> **Task statement**
All of the records below need to be copied exactly.

> **Material shown**
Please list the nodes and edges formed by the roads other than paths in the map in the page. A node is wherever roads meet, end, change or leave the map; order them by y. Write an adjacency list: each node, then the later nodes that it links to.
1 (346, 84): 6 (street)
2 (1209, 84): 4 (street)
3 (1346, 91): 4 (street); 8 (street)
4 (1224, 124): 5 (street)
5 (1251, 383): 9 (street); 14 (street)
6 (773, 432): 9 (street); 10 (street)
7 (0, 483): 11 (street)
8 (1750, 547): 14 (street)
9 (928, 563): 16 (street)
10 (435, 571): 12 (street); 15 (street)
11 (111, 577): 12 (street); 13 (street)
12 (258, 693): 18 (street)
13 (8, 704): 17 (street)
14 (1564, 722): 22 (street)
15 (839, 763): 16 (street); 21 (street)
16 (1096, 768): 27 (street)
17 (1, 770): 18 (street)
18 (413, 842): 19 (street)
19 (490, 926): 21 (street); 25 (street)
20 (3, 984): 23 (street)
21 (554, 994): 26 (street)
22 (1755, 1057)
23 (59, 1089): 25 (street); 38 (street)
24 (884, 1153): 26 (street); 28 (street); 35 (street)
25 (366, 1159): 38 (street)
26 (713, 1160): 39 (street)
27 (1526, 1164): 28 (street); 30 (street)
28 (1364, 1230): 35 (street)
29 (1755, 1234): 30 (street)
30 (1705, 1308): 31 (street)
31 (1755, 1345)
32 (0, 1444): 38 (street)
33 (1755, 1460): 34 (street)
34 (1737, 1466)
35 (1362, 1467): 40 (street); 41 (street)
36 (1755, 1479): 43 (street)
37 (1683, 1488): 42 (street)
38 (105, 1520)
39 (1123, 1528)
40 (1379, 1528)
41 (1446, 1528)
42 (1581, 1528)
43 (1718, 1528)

> **Solution**
Please list the nodes and edges formed by the roads other than paths in the map in the page. A node is wherever roads meet, end, change or leave the map; order them by y. Write an adjacency list: each node, then the later nodes that it links to.
1 (346, 84): 6 (street)
2 (1209, 84): 4 (street)
3 (1346, 91): 4 (street); 8 (street)
4 (1224, 124): 5 (street)
5 (1251, 383): 9 (street); 14 (street)
6 (773, 432): 9 (street); 10 (street)
7 (0, 483): 11 (street)
8 (1750, 547): 14 (street)
9 (928, 563): 16 (street)
10 (435, 571): 12 (street); 15 (street)
11 (111, 577): 12 (street); 13 (street)
12 (258, 693): 18 (street)
13 (8, 704): 17 (street)
14 (1564, 722): 22 (street)
15 (839, 763): 16 (street); 21 (street)
16 (1096, 768): 27 (street)
17 (1, 770): 18 (street)
18 (413, 842): 19 (street)
19 (490, 926): 21 (street); 25 (street)
20 (3, 984): 23 (street)
21 (554, 994): 26 (street)
22 (1755, 1057)
23 (59, 1089): 25 (street); 38 (street)
24 (884, 1153): 26 (street); 28 (street); 35 (street)
25 (366, 1159): 38 (street)
26 (713, 1160): 39 (street)
27 (1526, 1164): 28 (street); 30 (street)
28 (1364, 1230): 35 (street)
29 (1755, 1234): 30 (street)
30 (1705, 1308): 31 (street)
31 (1755, 1345)
32 (0, 1444): 38 (street)
33 (1755, 1460): 34 (street)
34 (1737, 1466)
35 (1362, 1467): 40 (street); 41 (street)
36 (1755, 1479): 43 (street)
37 (1683, 1488): 42 (street)
38 (105, 1520)
39 (1123, 1528)
40 (1379, 1528)
41 (1446, 1528)
42 (1581, 1528)
43 (1718, 1528)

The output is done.